Recorded data:
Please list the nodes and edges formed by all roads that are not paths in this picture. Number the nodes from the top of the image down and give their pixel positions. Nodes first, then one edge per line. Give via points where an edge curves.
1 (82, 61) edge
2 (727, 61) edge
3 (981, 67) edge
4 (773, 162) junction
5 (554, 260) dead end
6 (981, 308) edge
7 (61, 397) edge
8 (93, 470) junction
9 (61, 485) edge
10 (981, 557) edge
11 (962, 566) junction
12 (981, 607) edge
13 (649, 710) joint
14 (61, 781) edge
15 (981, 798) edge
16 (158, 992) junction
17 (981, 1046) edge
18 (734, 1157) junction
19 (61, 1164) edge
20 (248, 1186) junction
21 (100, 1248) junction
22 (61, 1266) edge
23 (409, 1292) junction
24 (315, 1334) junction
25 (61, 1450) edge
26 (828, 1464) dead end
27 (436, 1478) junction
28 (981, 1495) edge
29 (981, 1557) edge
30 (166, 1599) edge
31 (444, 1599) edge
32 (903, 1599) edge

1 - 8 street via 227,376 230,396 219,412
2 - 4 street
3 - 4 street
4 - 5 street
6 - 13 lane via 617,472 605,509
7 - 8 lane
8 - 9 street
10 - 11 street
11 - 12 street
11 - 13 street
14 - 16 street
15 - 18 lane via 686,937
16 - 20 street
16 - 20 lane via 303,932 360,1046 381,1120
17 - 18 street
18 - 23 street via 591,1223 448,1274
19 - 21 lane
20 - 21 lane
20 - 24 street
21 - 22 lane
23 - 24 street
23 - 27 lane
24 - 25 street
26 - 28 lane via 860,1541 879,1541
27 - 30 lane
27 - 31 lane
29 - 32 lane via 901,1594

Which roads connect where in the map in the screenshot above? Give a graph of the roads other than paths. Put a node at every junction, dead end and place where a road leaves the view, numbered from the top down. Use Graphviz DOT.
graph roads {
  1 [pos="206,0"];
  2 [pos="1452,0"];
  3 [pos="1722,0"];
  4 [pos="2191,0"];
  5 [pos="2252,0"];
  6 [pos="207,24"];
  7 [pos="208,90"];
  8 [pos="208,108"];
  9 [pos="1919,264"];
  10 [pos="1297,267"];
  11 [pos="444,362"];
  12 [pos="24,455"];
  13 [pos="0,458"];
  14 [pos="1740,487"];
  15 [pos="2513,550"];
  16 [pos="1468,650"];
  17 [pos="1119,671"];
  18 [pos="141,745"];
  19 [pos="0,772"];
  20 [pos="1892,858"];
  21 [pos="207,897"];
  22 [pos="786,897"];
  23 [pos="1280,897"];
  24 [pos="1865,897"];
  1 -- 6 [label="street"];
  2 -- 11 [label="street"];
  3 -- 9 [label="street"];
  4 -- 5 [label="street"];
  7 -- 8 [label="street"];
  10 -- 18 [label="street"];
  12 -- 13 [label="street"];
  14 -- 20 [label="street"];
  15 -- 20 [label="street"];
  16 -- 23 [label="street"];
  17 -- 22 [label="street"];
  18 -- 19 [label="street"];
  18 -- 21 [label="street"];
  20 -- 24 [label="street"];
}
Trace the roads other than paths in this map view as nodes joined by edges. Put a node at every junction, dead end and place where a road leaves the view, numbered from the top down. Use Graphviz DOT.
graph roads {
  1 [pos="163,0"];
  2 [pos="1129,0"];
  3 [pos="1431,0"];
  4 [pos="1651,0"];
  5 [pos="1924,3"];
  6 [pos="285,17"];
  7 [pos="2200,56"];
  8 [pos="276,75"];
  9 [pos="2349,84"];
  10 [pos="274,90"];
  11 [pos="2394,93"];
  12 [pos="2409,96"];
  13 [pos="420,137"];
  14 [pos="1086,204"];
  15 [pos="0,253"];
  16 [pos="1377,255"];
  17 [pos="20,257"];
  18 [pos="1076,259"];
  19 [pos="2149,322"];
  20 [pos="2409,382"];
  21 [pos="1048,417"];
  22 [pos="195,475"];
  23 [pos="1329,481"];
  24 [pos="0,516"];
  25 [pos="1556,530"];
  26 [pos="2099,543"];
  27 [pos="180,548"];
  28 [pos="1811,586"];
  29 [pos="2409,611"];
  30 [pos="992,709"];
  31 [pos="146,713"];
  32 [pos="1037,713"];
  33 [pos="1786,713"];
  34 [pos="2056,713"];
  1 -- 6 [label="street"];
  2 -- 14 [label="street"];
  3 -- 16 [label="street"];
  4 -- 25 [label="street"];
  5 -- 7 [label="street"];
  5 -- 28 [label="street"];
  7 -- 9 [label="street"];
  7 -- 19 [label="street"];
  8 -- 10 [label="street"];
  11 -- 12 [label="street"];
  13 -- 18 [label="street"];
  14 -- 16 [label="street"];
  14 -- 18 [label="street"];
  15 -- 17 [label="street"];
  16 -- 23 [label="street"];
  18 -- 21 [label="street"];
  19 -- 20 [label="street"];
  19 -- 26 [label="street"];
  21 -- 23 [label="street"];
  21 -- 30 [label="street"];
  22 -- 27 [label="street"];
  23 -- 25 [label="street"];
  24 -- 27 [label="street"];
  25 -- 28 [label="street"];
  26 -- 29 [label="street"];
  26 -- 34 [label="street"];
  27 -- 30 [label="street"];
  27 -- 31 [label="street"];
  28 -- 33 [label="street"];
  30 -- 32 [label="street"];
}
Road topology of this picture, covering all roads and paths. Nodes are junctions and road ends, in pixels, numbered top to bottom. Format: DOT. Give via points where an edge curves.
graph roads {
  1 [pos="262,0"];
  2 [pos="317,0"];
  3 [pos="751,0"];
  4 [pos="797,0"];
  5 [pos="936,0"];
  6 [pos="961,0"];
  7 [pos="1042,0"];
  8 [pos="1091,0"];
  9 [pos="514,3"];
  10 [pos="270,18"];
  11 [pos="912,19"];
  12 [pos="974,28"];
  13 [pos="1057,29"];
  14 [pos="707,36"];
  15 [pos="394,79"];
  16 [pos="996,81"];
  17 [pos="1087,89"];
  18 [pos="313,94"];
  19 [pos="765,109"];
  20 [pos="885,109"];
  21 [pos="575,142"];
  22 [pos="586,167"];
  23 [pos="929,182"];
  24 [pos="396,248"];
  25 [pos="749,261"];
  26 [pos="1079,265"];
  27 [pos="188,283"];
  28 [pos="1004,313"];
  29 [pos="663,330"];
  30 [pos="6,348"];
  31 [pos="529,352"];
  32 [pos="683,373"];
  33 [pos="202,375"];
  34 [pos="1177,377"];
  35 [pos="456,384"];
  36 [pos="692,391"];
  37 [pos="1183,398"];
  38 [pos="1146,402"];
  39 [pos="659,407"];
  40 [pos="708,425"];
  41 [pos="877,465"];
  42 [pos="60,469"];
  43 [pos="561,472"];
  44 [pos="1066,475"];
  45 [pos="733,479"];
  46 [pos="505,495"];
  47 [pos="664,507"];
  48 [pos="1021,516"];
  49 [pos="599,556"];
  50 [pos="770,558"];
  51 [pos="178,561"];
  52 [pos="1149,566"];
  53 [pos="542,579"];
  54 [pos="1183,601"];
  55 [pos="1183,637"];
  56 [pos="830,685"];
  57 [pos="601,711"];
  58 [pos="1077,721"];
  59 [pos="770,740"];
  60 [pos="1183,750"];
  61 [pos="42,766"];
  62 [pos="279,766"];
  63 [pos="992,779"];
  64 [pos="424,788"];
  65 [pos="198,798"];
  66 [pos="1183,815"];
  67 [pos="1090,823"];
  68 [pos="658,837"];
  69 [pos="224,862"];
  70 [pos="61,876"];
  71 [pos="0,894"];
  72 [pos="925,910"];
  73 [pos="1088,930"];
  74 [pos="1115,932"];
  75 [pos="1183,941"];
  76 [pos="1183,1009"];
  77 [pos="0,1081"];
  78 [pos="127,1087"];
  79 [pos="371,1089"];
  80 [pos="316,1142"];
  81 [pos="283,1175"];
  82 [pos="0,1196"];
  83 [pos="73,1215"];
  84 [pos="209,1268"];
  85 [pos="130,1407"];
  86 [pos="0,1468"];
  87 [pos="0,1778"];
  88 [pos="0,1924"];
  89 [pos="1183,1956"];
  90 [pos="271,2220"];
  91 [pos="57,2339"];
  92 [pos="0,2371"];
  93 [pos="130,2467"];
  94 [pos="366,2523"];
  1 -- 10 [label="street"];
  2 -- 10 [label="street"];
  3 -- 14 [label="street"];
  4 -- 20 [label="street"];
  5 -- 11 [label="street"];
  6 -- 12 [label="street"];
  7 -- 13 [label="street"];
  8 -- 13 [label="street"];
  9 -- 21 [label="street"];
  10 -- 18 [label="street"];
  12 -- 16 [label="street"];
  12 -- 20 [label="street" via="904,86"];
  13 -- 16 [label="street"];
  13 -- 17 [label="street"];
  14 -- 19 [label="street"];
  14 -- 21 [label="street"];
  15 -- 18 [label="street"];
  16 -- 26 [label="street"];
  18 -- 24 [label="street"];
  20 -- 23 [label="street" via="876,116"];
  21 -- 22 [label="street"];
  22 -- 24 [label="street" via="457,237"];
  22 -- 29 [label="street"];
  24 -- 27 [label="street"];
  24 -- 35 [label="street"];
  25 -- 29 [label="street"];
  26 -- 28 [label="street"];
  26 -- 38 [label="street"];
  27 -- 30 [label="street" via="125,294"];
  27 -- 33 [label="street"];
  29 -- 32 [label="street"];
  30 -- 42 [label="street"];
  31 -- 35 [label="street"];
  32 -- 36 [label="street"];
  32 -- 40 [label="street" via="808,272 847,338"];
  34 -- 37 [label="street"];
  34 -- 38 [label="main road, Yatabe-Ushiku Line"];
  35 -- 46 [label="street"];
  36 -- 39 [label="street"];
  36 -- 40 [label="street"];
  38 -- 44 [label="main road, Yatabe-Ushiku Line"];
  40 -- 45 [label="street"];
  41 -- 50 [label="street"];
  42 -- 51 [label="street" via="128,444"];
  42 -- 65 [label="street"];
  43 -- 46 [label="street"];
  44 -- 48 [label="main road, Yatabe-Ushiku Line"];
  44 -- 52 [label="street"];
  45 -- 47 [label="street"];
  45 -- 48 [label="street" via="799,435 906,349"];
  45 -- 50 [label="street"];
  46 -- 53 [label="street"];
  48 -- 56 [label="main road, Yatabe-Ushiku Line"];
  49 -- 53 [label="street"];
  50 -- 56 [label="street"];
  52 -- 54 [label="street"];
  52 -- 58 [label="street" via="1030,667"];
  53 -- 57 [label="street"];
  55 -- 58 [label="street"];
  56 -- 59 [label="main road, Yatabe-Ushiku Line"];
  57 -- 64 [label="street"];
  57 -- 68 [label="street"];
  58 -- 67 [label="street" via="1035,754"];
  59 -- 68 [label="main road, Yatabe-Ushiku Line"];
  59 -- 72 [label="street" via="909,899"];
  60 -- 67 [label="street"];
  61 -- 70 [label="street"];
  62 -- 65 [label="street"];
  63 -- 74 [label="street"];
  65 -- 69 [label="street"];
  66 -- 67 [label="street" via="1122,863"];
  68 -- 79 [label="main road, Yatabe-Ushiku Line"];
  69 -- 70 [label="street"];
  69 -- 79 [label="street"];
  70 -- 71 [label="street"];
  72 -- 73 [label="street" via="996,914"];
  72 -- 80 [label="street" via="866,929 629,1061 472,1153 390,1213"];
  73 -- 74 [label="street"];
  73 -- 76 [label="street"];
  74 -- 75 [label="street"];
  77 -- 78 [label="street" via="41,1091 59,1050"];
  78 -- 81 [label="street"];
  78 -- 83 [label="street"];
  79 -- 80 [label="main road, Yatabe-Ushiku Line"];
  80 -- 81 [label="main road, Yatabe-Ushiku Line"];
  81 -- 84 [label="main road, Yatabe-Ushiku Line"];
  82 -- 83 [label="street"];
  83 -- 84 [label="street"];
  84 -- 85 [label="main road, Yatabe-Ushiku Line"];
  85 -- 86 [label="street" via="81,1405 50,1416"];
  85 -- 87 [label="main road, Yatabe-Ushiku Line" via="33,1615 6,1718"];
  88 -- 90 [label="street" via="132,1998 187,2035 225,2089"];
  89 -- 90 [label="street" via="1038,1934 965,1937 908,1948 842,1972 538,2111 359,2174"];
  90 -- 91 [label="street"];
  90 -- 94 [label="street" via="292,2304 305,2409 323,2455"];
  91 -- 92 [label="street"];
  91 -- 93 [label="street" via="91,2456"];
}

Work to complete
Every line that holds the word "points" should be copied from the records above.

Solution
Please list the nodes and edges formed by all roads that are not paths in this picture. Number the nodes from the top of the image down and give their pixel positions. Nodes first, then one edge per line. Give via points where an edge curves.
Road topology of this picture, covering all roads and paths. Nodes are junctions and road ends, in pixels, numbered top to bottom. Format: DOT. Give via points where an edge curves.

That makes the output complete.